Saved data entries:
===

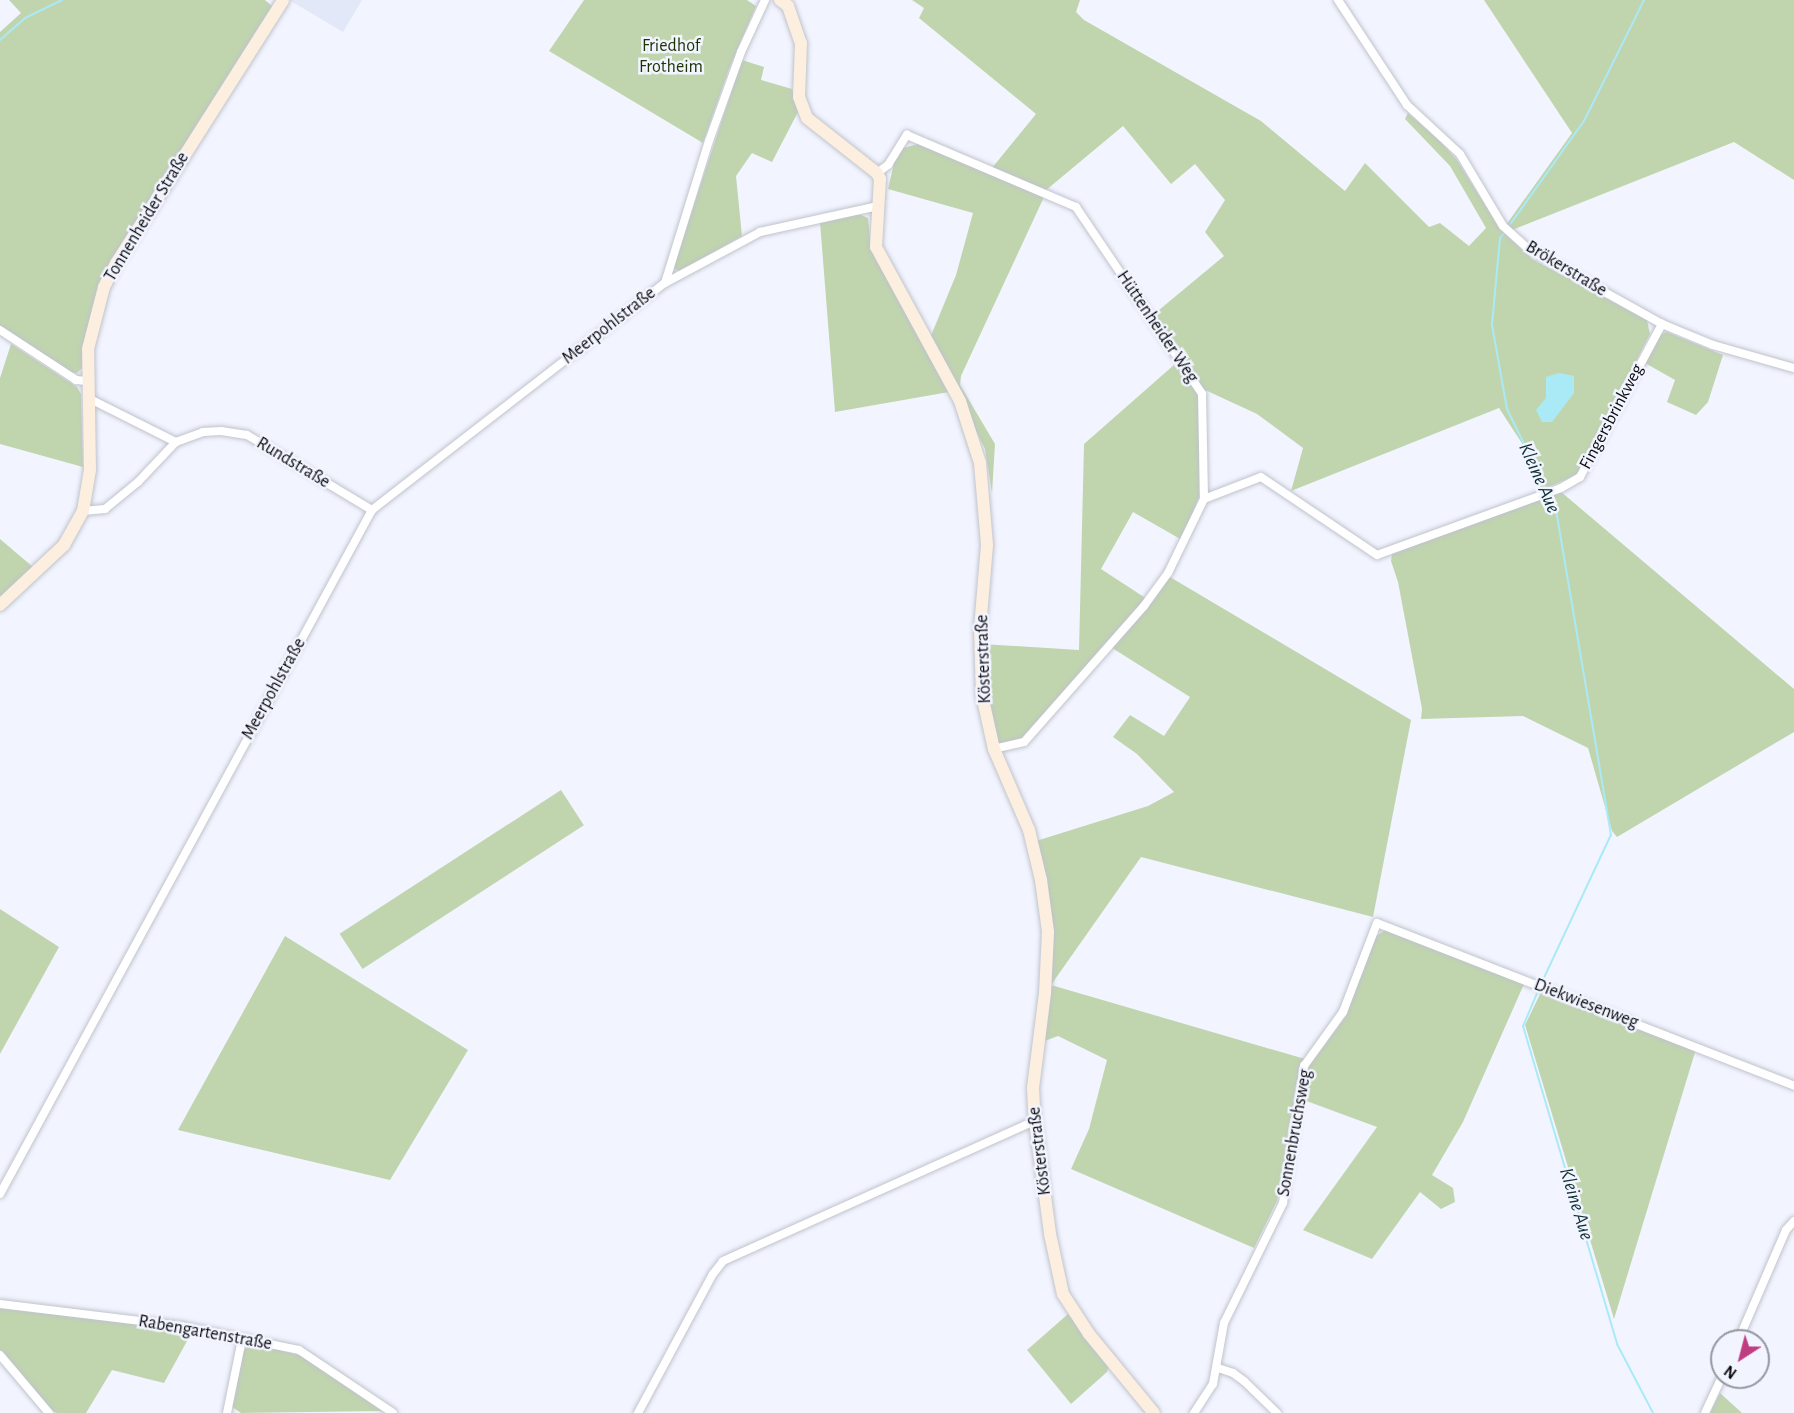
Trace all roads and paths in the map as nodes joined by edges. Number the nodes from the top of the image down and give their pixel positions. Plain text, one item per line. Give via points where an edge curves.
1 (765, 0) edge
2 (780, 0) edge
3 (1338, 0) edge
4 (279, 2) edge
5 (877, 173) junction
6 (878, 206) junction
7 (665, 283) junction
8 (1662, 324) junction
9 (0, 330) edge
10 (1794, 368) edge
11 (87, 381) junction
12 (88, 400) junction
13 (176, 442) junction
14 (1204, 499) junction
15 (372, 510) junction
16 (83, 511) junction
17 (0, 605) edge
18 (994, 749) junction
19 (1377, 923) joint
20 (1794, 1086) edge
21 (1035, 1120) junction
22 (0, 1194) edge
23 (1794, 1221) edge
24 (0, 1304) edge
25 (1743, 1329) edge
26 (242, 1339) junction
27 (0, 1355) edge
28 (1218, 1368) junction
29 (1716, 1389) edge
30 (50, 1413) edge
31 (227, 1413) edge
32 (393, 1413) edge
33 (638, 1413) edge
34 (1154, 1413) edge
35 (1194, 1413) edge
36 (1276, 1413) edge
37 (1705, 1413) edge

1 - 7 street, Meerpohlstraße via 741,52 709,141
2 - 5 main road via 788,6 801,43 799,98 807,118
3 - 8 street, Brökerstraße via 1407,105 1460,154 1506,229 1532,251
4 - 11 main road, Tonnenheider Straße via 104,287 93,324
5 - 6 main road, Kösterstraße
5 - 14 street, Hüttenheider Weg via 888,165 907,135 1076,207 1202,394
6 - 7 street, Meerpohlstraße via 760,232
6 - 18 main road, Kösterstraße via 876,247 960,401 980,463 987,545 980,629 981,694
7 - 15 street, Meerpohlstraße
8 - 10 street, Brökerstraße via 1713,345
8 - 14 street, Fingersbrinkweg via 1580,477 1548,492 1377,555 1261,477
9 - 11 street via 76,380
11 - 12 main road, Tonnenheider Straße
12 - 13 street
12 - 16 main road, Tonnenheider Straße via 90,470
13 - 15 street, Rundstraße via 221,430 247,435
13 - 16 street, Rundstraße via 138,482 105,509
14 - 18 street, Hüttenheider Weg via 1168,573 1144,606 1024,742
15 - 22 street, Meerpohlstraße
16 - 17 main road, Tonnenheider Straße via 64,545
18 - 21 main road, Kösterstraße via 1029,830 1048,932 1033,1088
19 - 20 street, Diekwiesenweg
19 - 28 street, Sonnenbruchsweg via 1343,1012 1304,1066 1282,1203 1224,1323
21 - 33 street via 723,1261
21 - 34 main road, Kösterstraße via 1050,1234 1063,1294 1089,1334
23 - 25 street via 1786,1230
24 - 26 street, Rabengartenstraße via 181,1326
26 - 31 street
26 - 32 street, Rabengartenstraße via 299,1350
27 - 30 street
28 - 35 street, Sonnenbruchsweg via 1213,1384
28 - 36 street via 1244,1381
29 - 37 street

===

Task to carry out -
Would you retype the entries above in full, exactly as written, minus the pictures?

Result of this exercise -
Trace all roads and paths in the map as nodes joined by edges. Number the nodes from the top of the image down and give their pixel positions. Plain text, one item per line. Give via points where an edge curves.
1 (765, 0) edge
2 (780, 0) edge
3 (1338, 0) edge
4 (279, 2) edge
5 (877, 173) junction
6 (878, 206) junction
7 (665, 283) junction
8 (1662, 324) junction
9 (0, 330) edge
10 (1794, 368) edge
11 (87, 381) junction
12 (88, 400) junction
13 (176, 442) junction
14 (1204, 499) junction
15 (372, 510) junction
16 (83, 511) junction
17 (0, 605) edge
18 (994, 749) junction
19 (1377, 923) joint
20 (1794, 1086) edge
21 (1035, 1120) junction
22 (0, 1194) edge
23 (1794, 1221) edge
24 (0, 1304) edge
25 (1743, 1329) edge
26 (242, 1339) junction
27 (0, 1355) edge
28 (1218, 1368) junction
29 (1716, 1389) edge
30 (50, 1413) edge
31 (227, 1413) edge
32 (393, 1413) edge
33 (638, 1413) edge
34 (1154, 1413) edge
35 (1194, 1413) edge
36 (1276, 1413) edge
37 (1705, 1413) edge

1 - 7 street, Meerpohlstraße via 741,52 709,141
2 - 5 main road via 788,6 801,43 799,98 807,118
3 - 8 street, Brökerstraße via 1407,105 1460,154 1506,229 1532,251
4 - 11 main road, Tonnenheider Straße via 104,287 93,324
5 - 6 main road, Kösterstraße
5 - 14 street, Hüttenheider Weg via 888,165 907,135 1076,207 1202,394
6 - 7 street, Meerpohlstraße via 760,232
6 - 18 main road, Kösterstraße via 876,247 960,401 980,463 987,545 980,629 981,694
7 - 15 street, Meerpohlstraße
8 - 10 street, Brökerstraße via 1713,345
8 - 14 street, Fingersbrinkweg via 1580,477 1548,492 1377,555 1261,477
9 - 11 street via 76,380
11 - 12 main road, Tonnenheider Straße
12 - 13 street
12 - 16 main road, Tonnenheider Straße via 90,470
13 - 15 street, Rundstraße via 221,430 247,435
13 - 16 street, Rundstraße via 138,482 105,509
14 - 18 street, Hüttenheider Weg via 1168,573 1144,606 1024,742
15 - 22 street, Meerpohlstraße
16 - 17 main road, Tonnenheider Straße via 64,545
18 - 21 main road, Kösterstraße via 1029,830 1048,932 1033,1088
19 - 20 street, Diekwiesenweg
19 - 28 street, Sonnenbruchsweg via 1343,1012 1304,1066 1282,1203 1224,1323
21 - 33 street via 723,1261
21 - 34 main road, Kösterstraße via 1050,1234 1063,1294 1089,1334
23 - 25 street via 1786,1230
24 - 26 street, Rabengartenstraße via 181,1326
26 - 31 street
26 - 32 street, Rabengartenstraße via 299,1350
27 - 30 street
28 - 35 street, Sonnenbruchsweg via 1213,1384
28 - 36 street via 1244,1381
29 - 37 street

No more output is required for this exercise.